Thanks to the generous support of Vancouver business leader, philanthropist and JIBC honorary degree recipient Andrew Saxton, LLD, JIBC students in the Emergency Medical Responder (EMR), Primary Care Paramedic (PCP), and Advanced Care Paramedic (ACP) programs will be spending more time learning and mastering life-saving medical skills in the safe, controlled environment of a modern training ambulance.
“As any paramedic will tell you, it can be challenging to deliver care to patients in a moving ambulance, and it takes additional knowledge and skill to safely transition patients in and out of the back of the ambulance,” said Kathy Harms, Director of JIBC’s Health Sciences Division. “Our students gain the experience to deal with both situations in our programs, and the generous support from Andrew will expand our ability to provide this essential training for new paramedics and those advancing in their careers across the province.”
Andrew Saxton, LLD (ninth from left) and his wife Sophie with JIBC paramedic students, faculty and staff, Dr. Michel Tarko, JIBC President and CEO (second from right); Barb Kidd, Dean of the School of Health, Community and Social Justice (third from left), Kathy Harms, Director of the Health Sciences Division (sixth from left), Tracy Campbell, Executive Director, JIBC Foundation and Associate Director, Office of Development (third from right); and members of The JIBC Foundation board Daniel Whittle (fourth from left) and Rick Page (first on the right).
The newer, more-equipped model, made possible by Andrew’s contribution, expands the fleet and extends the useful life of JIBC’s training vehicles, which are deployed around the province in support of training in communities served by JIBC. As the JIBC Paramedic Academy trains over 1,000 EMR students, and approximately 200 in paramedicine annually, equipment can experience frequent use.
Andrew and his wife, Sophie, were on hand at the New Westminster Campus on June 7, 2016 to welcome the new addition and get a taste of what it’s like to be a paramedic in training. The Saxton’s had the opportunity to get a rare glimpse of training from the back of the ambulance in a ride along with PCP students with sirens on and lights flashing.
The JIBC applied learning model strives for authenticity. Every piece of equipment in the JIBC ambulance, right down to supplies like bandages, are in the same place as you would find them in a regular BC ambulance. What sets this training ambulance apart is the special audio-visual equipment embedded in the ambulance to capture important training moments for review and playback later.
For Andrew, philanthropy is deeply rooted in his character. From his early start in Canada as an orphan from Hungary in 1947, he has established a number of significant enterprises that have all created major employment opportunities, served on the boards of several prominent businesses, and made considerable contributions to health, education and charitable organizations in Canada.

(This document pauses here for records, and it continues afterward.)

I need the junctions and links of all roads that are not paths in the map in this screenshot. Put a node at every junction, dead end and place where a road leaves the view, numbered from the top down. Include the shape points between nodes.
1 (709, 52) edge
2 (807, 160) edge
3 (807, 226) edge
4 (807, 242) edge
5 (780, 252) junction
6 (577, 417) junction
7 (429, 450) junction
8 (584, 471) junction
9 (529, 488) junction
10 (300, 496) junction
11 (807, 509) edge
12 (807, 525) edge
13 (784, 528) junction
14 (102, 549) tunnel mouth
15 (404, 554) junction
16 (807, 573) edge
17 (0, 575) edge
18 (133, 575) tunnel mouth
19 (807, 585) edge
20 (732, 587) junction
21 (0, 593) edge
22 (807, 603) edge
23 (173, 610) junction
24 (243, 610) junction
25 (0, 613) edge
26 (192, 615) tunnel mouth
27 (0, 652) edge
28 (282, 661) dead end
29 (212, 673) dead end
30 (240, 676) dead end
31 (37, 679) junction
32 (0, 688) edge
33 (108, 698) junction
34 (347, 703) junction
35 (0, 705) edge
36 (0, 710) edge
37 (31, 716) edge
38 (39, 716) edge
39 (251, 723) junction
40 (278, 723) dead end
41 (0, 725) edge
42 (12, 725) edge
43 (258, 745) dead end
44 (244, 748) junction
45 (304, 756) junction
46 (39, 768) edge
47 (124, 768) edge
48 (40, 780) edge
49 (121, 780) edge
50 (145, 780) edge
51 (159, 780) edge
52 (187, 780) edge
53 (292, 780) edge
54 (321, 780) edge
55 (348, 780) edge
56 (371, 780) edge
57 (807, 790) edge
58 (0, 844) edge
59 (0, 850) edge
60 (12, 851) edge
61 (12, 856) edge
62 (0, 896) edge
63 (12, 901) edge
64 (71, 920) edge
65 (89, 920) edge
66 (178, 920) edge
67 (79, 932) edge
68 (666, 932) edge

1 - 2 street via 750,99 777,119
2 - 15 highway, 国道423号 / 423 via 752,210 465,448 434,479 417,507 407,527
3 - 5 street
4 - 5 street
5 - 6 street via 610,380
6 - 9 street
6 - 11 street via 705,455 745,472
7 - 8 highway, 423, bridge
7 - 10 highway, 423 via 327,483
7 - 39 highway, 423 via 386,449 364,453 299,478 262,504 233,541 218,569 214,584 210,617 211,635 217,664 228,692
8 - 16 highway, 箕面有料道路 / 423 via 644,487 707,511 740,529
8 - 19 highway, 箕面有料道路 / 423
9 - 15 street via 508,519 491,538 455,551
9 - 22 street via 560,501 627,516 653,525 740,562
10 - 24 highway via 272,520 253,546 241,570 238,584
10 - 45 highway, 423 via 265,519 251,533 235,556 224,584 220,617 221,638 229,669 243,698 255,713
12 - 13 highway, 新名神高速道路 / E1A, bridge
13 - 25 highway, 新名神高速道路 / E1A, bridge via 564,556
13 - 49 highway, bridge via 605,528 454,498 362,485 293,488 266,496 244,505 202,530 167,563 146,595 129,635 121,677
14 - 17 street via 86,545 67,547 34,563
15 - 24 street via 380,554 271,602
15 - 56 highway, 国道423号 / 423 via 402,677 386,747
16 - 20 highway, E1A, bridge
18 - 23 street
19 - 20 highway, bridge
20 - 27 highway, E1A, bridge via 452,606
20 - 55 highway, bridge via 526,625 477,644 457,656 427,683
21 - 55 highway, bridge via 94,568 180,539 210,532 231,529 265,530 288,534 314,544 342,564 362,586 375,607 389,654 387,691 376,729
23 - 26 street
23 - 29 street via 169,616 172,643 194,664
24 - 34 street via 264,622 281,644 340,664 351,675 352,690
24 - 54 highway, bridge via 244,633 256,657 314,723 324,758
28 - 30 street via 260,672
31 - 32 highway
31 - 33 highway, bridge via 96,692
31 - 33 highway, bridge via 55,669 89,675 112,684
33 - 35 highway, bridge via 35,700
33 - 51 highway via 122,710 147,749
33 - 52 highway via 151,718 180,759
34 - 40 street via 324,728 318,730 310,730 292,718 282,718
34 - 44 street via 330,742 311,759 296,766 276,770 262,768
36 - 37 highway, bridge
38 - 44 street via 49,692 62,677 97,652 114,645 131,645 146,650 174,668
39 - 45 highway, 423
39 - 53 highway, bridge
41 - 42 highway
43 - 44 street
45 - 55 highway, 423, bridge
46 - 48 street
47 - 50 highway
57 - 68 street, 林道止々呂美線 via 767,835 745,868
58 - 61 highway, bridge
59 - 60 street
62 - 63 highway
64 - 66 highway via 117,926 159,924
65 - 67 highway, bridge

“Canada has given me every opportunity to succeed and to contribute to society and the community,” said Andrew. “It is a great honour to be able to give back and support the Justice Institute of British Columbia, which is educating honourable professionals addressing important needs in our society.”
“Andrew’s generous gift took some time and effort to coordinate, so we thank him for his patience and cooperation,” said Bernard Magnan, chair of The Justice Institute of British Columbia Foundation. “It was definitely worth the wait, and we are proud that his contribution will have such a positive impact on students who share his passion for giving back.”
About The Justice Institute of British Columbia Foundation
For more than 20 years, The Justice Institute of British Columbia Foundation (The JIBC Foundation) has inspired giving for important needs that enhance education, training, student learning and applied research at JIBC. These needs most often include student scholarships and bursaries, new equipment and technology, and other tools related to student success. As the recipient and steward of charitable gifts, The JIBC Foundation is building meaningful relationships with communities to support Canada’s leading public safety educator.